§ What you will do: Among the records below, count the lines where "roads" occurs, and report that total alone.

§ Material provided:

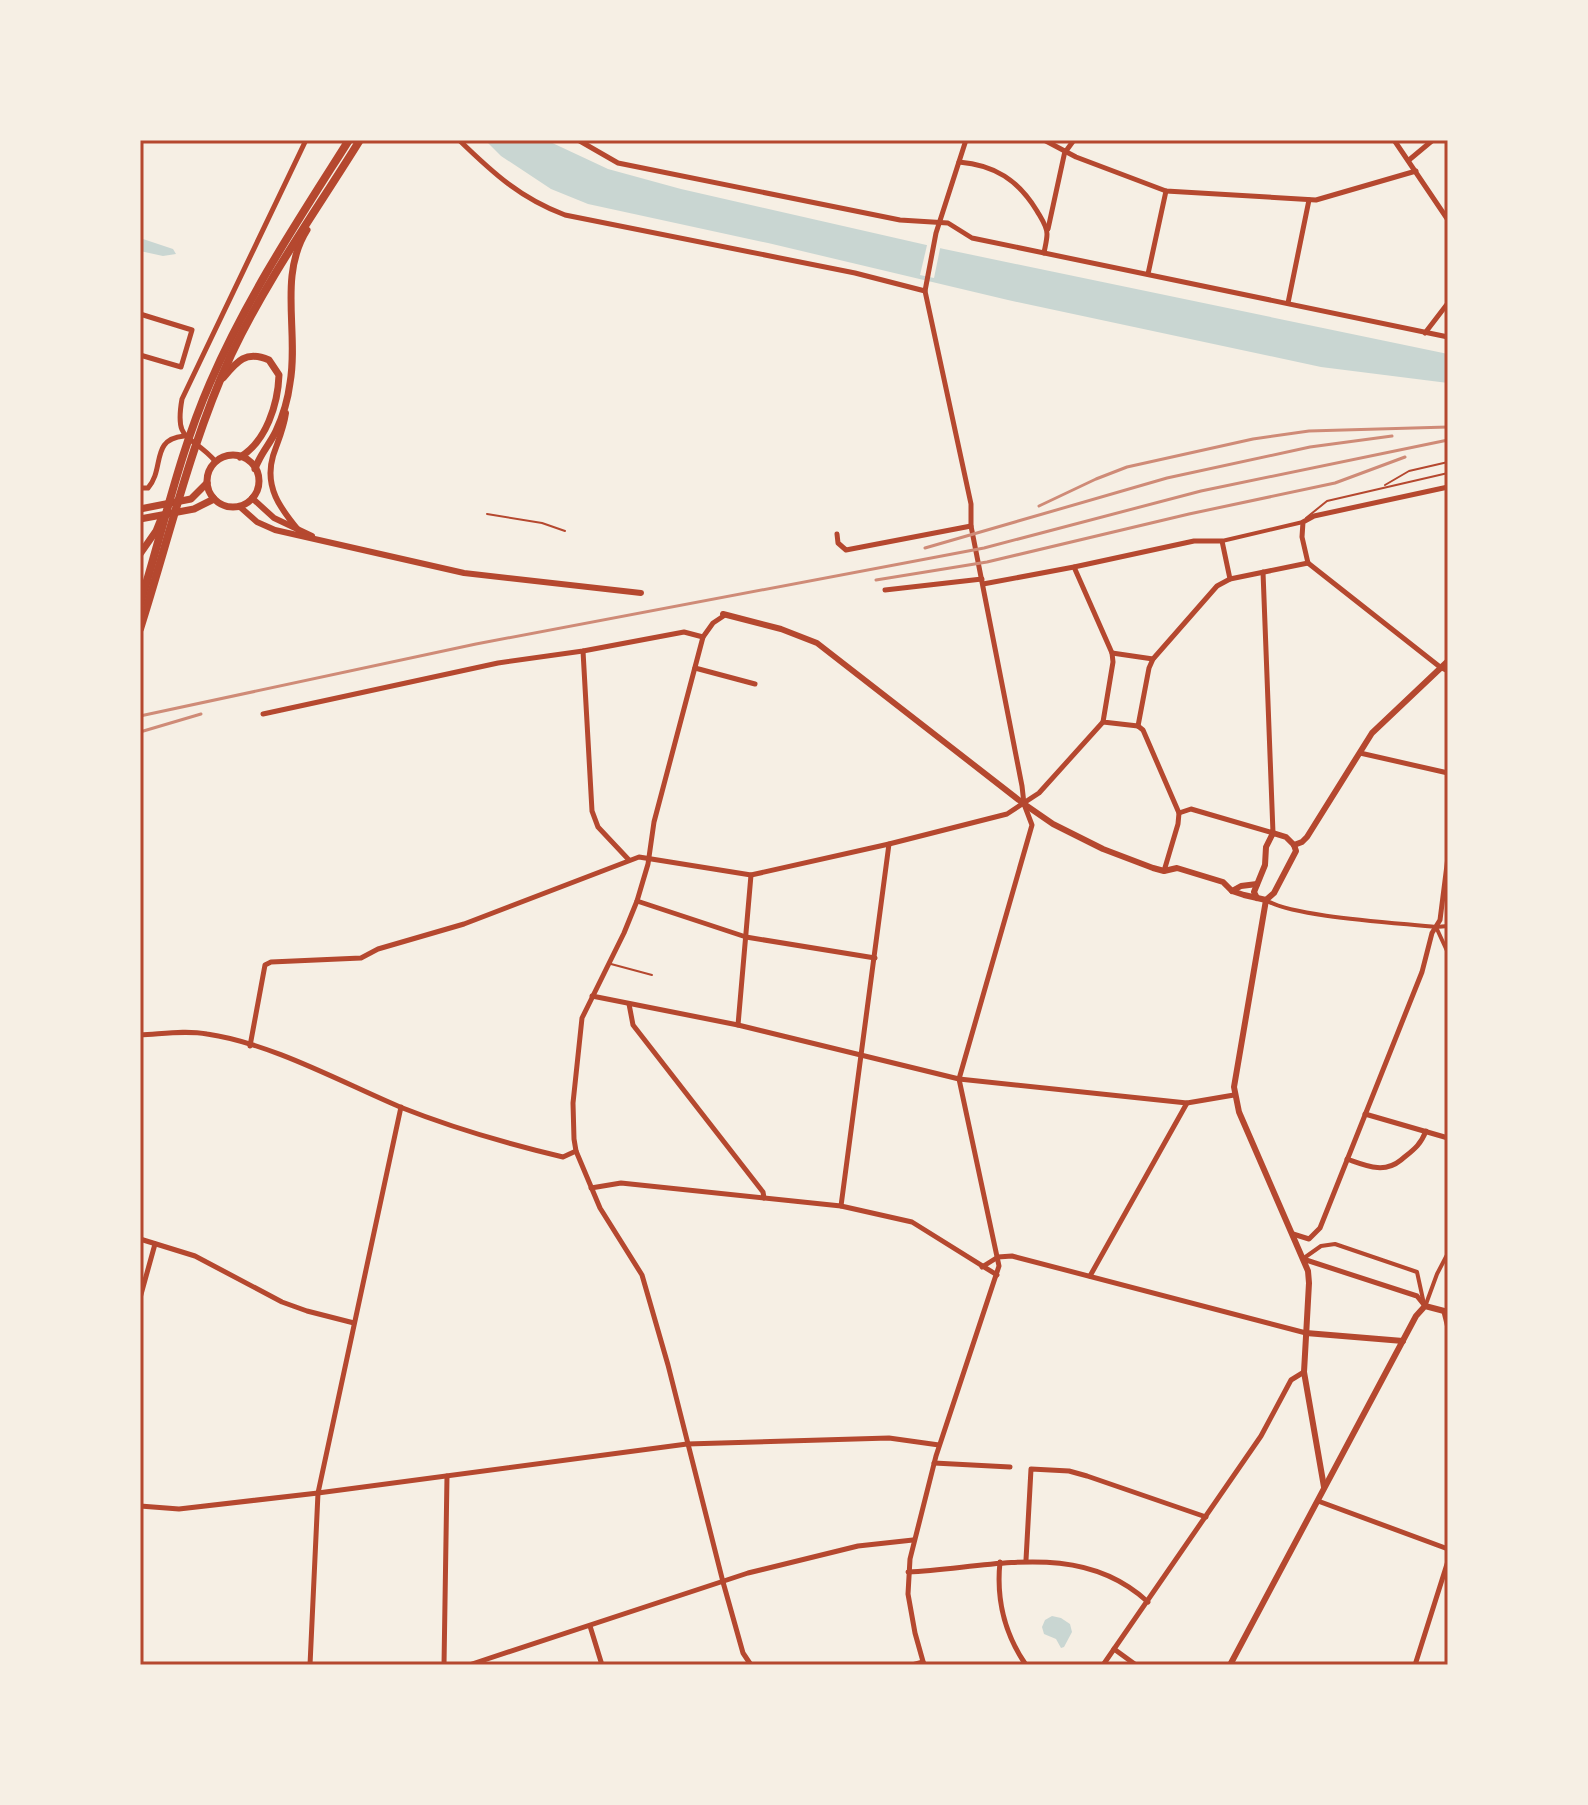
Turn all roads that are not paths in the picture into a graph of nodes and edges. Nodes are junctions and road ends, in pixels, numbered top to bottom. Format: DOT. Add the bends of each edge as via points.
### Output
graph roads {
  1 [pos="306,140"];
  2 [pos="349,140"];
  3 [pos="360,140"];
  4 [pos="459,140"];
  5 [pos="578,140"];
  6 [pos="966,140"];
  7 [pos="1044,140"];
  8 [pos="1074,140"];
  9 [pos="1394,140"];
  10 [pos="1433,140"];
  11 [pos="1065,151"];
  12 [pos="1409,160"];
  13 [pos="959,162"];
  14 [pos="1416,171"];
  15 [pos="333,174"];
  16 [pos="1166,191"];
  17 [pos="1309,200"];
  18 [pos="1448,220"];
  19 [pos="940,222"];
  20 [pos="1048,230"];
  21 [pos="1044,253"];
  22 [pos="1148,274"];
  23 [pos="925,291"];
  24 [pos="1288,303"];
  25 [pos="1448,303"];
  26 [pos="140,314"];
  27 [pos="1428,333"];
  28 [pos="1448,337"];
  29 [pos="140,355"];
  30 [pos="223,378"];
  31 [pos="287,401"];
  32 [pos="184,436"];
  33 [pos="240,457"];
  34 [pos="216,462"];
  35 [pos="1448,462"];
  36 [pos="255,469"];
  37 [pos="1448,473"];
  38 [pos="207,483"];
  39 [pos="1384,486"];
  40 [pos="1448,487"];
  41 [pos="140,488"];
  42 [pos="171,492"];
  43 [pos="252,498"];
  44 [pos="214,499"];
  45 [pos="239,506"];
  46 [pos="140,509"];
  47 [pos="487,514"];
  48 [pos="140,519"];
  49 [pos="1303,522"];
  50 [pos="971,526"];
  51 [pos="299,531"];
  52 [pos="565,531"];
  53 [pos="837,534"];
  54 [pos="319,539"];
  55 [pos="1222,541"];
  56 [pos="140,554"];
  57 [pos="1308,563"];
  58 [pos="1074,567"];
  59 [pos="1263,572"];
  60 [pos="1230,579"];
  61 [pos="982,581"];
  62 [pos="885,590"];
  63 [pos="641,593"];
  64 [pos="140,604"];
  65 [pos="724,614"];
  66 [pos="140,629"];
  67 [pos="703,637"];
  68 [pos="583,651"];
  69 [pos="1112,653"];
  70 [pos="1153,659"];
  71 [pos="1448,661"];
  72 [pos="1440,667"];
  73 [pos="695,668"];
  74 [pos="1448,671"];
  75 [pos="755,684"];
  76 [pos="263,714"];
  77 [pos="1103,722"];
  78 [pos="1138,726"];
  79 [pos="1359,753"];
  80 [pos="1448,773"];
  81 [pos="1024,804"];
  82 [pos="1179,813"];
  83 [pos="1273,833"];
  84 [pos="889,844"];
  85 [pos="1294,845"];
  86 [pos="648,857"];
  87 [pos="1448,857"];
  88 [pos="629,860"];
  89 [pos="1164,871"];
  90 [pos="751,875"];
  91 [pos="1257,884"];
  92 [pos="1232,891"];
  93 [pos="1257,898"];
  94 [pos="1266,900"];
  95 [pos="637,901"];
  96 [pos="1448,926"];
  97 [pos="1436,927"];
  98 [pos="746,937"];
  99 [pos="1448,953"];
  100 [pos="875,958"];
  101 [pos="610,963"];
  102 [pos="652,975"];
  103 [pos="592,996"];
  104 [pos="629,1004"];
  105 [pos="738,1025"];
  106 [pos="140,1035"];
  107 [pos="250,1046"];
  108 [pos="861,1056"];
  109 [pos="959,1079"];
  110 [pos="1234,1095"];
  111 [pos="1187,1103"];
  112 [pos="401,1107"];
  113 [pos="1365,1114"];
  114 [pos="1426,1131"];
  115 [pos="1448,1138"];
  116 [pos="576,1151"];
  117 [pos="1347,1159"];
  118 [pos="591,1188"];
  119 [pos="764,1198"];
  120 [pos="841,1206"];
  121 [pos="1293,1234"];
  122 [pos="140,1239"];
  123 [pos="155,1244"];
  124 [pos="1448,1253"];
  125 [pos="998,1257"];
  126 [pos="1303,1259"];
  127 [pos="982,1267"];
  128 [pos="997,1275"];
  129 [pos="1090,1276"];
  130 [pos="140,1298"];
  131 [pos="1425,1306"];
  132 [pos="1446,1312"];
  133 [pos="354,1323"];
  134 [pos="1448,1328"];
  135 [pos="1306,1333"];
  136 [pos="1403,1341"];
  137 [pos="1304,1372"];
  138 [pos="687,1444"];
  139 [pos="939,1445"];
  140 [pos="934,1463"];
  141 [pos="1010,1467"];
  142 [pos="447,1476"];
  143 [pos="1324,1487"];
  144 [pos="318,1493"];
  145 [pos="1318,1501"];
  146 [pos="140,1506"];
  147 [pos="1206,1517"];
  148 [pos="914,1540"];
  149 [pos="1448,1549"];
  150 [pos="1026,1560"];
  151 [pos="1448,1561"];
  152 [pos="1000,1562"];
  153 [pos="908,1572"];
  154 [pos="723,1582"];
  155 [pos="1148,1602"];
  156 [pos="590,1626"];
  157 [pos="1114,1649"];
  158 [pos="924,1663"];
  159 [pos="310,1665"];
  160 [pos="444,1665"];
  161 [pos="469,1665"];
  162 [pos="602,1665"];
  163 [pos="751,1665"];
  164 [pos="912,1665"];
  165 [pos="1026,1665"];
  166 [pos="1103,1665"];
  167 [pos="1136,1665"];
  168 [pos="1230,1665"];
  169 [pos="1415,1665"];
  1 -- 32 [label="street" via="182,399 179,428"];
  2 -- 15 [label="main road"];
  3 -- 15 [label="main road"];
  4 -- 23 [label="street" via="523,196 565,215"];
  5 -- 19 [label="street" via="618,163 900,220"];
  6 -- 13 [label="street"];
  7 -- 11 [label="street"];
  8 -- 11 [label="street"];
  9 -- 12 [label="street"];
  10 -- 12 [label="street"];
  11 -- 16 [label="street"];
  11 -- 20 [label="street"];
  12 -- 14 [label="street"];
  13 -- 19 [label="street"];
  13 -- 20 [label="street" via="994,169 1010,179"];
  14 -- 17 [label="street"];
  14 -- 18 [label="street"];
  15 -- 30 [label="main road" via="277,269"];
  15 -- 31 [label="main road" via="294,257"];
  15 -- 42 [label="main road" via="271,266 225,349"];
  16 -- 17 [label="street"];
  16 -- 22 [label="street"];
  17 -- 24 [label="street"];
  19 -- 21 [label="street" via="972,238"];
  19 -- 23 [label="street"];
  20 -- 21 [label="street"];
  21 -- 22 [label="street"];
  22 -- 24 [label="street"];
  23 -- 50 [label="street" via="971,504"];
  24 -- 27 [label="street"];
  25 -- 27 [label="street"];
  26 -- 29 [label="street" via="192,330 181,367"];
  27 -- 28 [label="street"];
  30 -- 33 [label="main road" via="248,355 276,367 278,383 265,429 250,452"];
  30 -- 66 [label="main road"];
  31 -- 36 [label="main road"];
  31 -- 51 [label="street" via="271,483 283,512"];
  32 -- 34 [label="street"];
  32 -- 41 [label="street" via="166,443 153,482"];
  33 -- 34 [label="main road"];
  33 -- 36 [label="main road"];
  34 -- 38 [label="main road"];
  35 -- 39 [label="lane" via="1409,471"];
  36 -- 43 [label="main road" via="258,482"];
  37 -- 39 [label="lane"];
  38 -- 44 [label="main road"];
  38 -- 46 [label="main road" via="191,499"];
  39 -- 49 [label="lane" via="1327,501"];
  40 -- 49 [label="street"];
  42 -- 56 [label="main road" via="156,531"];
  42 -- 64 [label="main road"];
  43 -- 45 [label="main road"];
  43 -- 51 [label="street" via="263,511"];
  44 -- 45 [label="main road" via="226,507"];
  44 -- 48 [label="main road" via="194,509"];
  45 -- 54 [label="street" via="262,525"];
  47 -- 52 [label="lane"];
  49 -- 55 [label="street"];
  49 -- 57 [label="street"];
  50 -- 53 [label="street" via="846,550"];
  50 -- 61 [label="street"];
  51 -- 54 [label="street"];
  54 -- 63 [label="street" via="480,576"];
  55 -- 58 [label="street" via="1194,541"];
  55 -- 60 [label="street"];
  57 -- 59 [label="street"];
  57 -- 72 [label="street"];
  58 -- 61 [label="street"];
  58 -- 69 [label="street"];
  59 -- 60 [label="street"];
  59 -- 83 [label="street"];
  60 -- 70 [label="street" via="1217,586"];
  61 -- 62 [label="street"];
  61 -- 81 [label="street"];
  65 -- 67 [label="street"];
  65 -- 81 [label="street" via="817,643"];
  67 -- 68 [label="street" via="684,632"];
  67 -- 73 [label="street"];
  68 -- 76 [label="street" via="498,663"];
  68 -- 88 [label="street" via="592,811 598,827"];
  69 -- 70 [label="street"];
  69 -- 77 [label="street"];
  70 -- 78 [label="street"];
  71 -- 72 [label="street"];
  72 -- 74 [label="street"];
  72 -- 79 [label="street" via="1372,733"];
  73 -- 75 [label="street"];
  73 -- 86 [label="street"];
  77 -- 78 [label="street"];
  77 -- 81 [label="street"];
  78 -- 82 [label="street"];
  79 -- 80 [label="street"];
  79 -- 85 [label="street" via="1307,837"];
  81 -- 84 [label="street" via="1007,814"];
  81 -- 89 [label="street" via="1085,841"];
  81 -- 109 [label="street" via="1032,825"];
  82 -- 83 [label="street" via="1191,809"];
  82 -- 89 [label="street"];
  83 -- 85 [label="street"];
  83 -- 91 [label="street"];
  84 -- 90 [label="street"];
  84 -- 100 [label="street"];
  85 -- 94 [label="street" via="1296,851"];
  86 -- 88 [label="street"];
  86 -- 90 [label="street"];
  86 -- 95 [label="street"];
  87 -- 97 [label="street"];
  88 -- 107 [label="street" via="361,958 271,962 265,965"];
  89 -- 92 [label="street" via="1177,868 1223,882"];
  90 -- 98 [label="street"];
  91 -- 92 [label="street"];
  91 -- 93 [label="street"];
  92 -- 93 [label="street"];
  93 -- 94 [label="street"];
  94 -- 97 [label="street" via="1276,907"];
  94 -- 110 [label="street"];
  95 -- 98 [label="street"];
  95 -- 101 [label="street"];
  96 -- 97 [label="street"];
  97 -- 99 [label="street"];
  97 -- 113 [label="street"];
  98 -- 100 [label="street"];
  98 -- 105 [label="street"];
  100 -- 108 [label="street"];
  101 -- 102 [label="lane"];
  101 -- 103 [label="street"];
  103 -- 104 [label="street"];
  103 -- 116 [label="street" via="582,1018 573,1103"];
  104 -- 105 [label="street"];
  104 -- 119 [label="street" via="633,1025"];
  105 -- 108 [label="street"];
  106 -- 107 [label="street" via="208,1034"];
  107 -- 112 [label="street"];
  108 -- 109 [label="street"];
  108 -- 120 [label="street"];
  109 -- 111 [label="street"];
  109 -- 125 [label="street"];
  110 -- 111 [label="street"];
  110 -- 121 [label="street"];
  111 -- 129 [label="street"];
  112 -- 116 [label="street" via="550,1154 563,1157"];
  112 -- 133 [label="street"];
  113 -- 114 [label="street"];
  113 -- 117 [label="street"];
  114 -- 115 [label="street"];
  114 -- 117 [label="street" via="1415,1151 1396,1165 1372,1168"];
  116 -- 118 [label="street"];
  117 -- 121 [label="street" via="1318,1233 1306,1240"];
  118 -- 119 [label="street" via="621,1183"];
  118 -- 138 [label="street" via="642,1275"];
  119 -- 120 [label="street"];
  120 -- 127 [label="street" via="912,1222"];
  121 -- 126 [label="street"];
  122 -- 123 [label="street"];
  123 -- 130 [label="street"];
  123 -- 133 [label="street" via="195,1256 282,1302"];
  124 -- 131 [label="street"];
  125 -- 127 [label="street"];
  125 -- 128 [label="street"];
  125 -- 129 [label="street"];
  126 -- 131 [label="street" via="1417,1296"];
  126 -- 131 [label="street" via="1321,1246 1335,1244 1417,1272"];
  126 -- 135 [label="street" via="1309,1283"];
  127 -- 128 [label="street"];
  128 -- 139 [label="street"];
  129 -- 135 [label="street"];
  131 -- 132 [label="street"];
  131 -- 136 [label="street"];
  132 -- 134 [label="street"];
  133 -- 144 [label="street"];
  135 -- 136 [label="street"];
  135 -- 137 [label="street"];
  136 -- 143 [label="street"];
  137 -- 143 [label="street"];
  137 -- 147 [label="street" via="1291,1380 1261,1436"];
  138 -- 139 [label="street" via="889,1438"];
  138 -- 142 [label="street"];
  138 -- 154 [label="street"];
  139 -- 140 [label="street"];
  140 -- 141 [label="street"];
  140 -- 148 [label="street"];
  142 -- 144 [label="street"];
  142 -- 160 [label="street"];
  143 -- 145 [label="street"];
  144 -- 146 [label="street" via="179,1509"];
  144 -- 159 [label="street"];
  145 -- 149 [label="street"];
  145 -- 168 [label="street"];
  147 -- 150 [label="street" via="1069,1471 1031,1469"];
  147 -- 155 [label="street"];
  148 -- 153 [label="street"];
  148 -- 154 [label="street" via="858,1546"];
  150 -- 152 [label="street"];
  150 -- 155 [label="street" via="1098,1571"];
  151 -- 169 [label="street"];
  152 -- 153 [label="street"];
  152 -- 165 [label="street" via="1002,1614"];
  153 -- 158 [label="street"];
  154 -- 156 [label="street"];
  154 -- 163 [label="street"];
  155 -- 157 [label="street"];
  156 -- 161 [label="street"];
  156 -- 162 [label="street"];
  157 -- 166 [label="street"];
  157 -- 167 [label="street"];
  158 -- 164 [label="street"];
}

§ Answer section: 2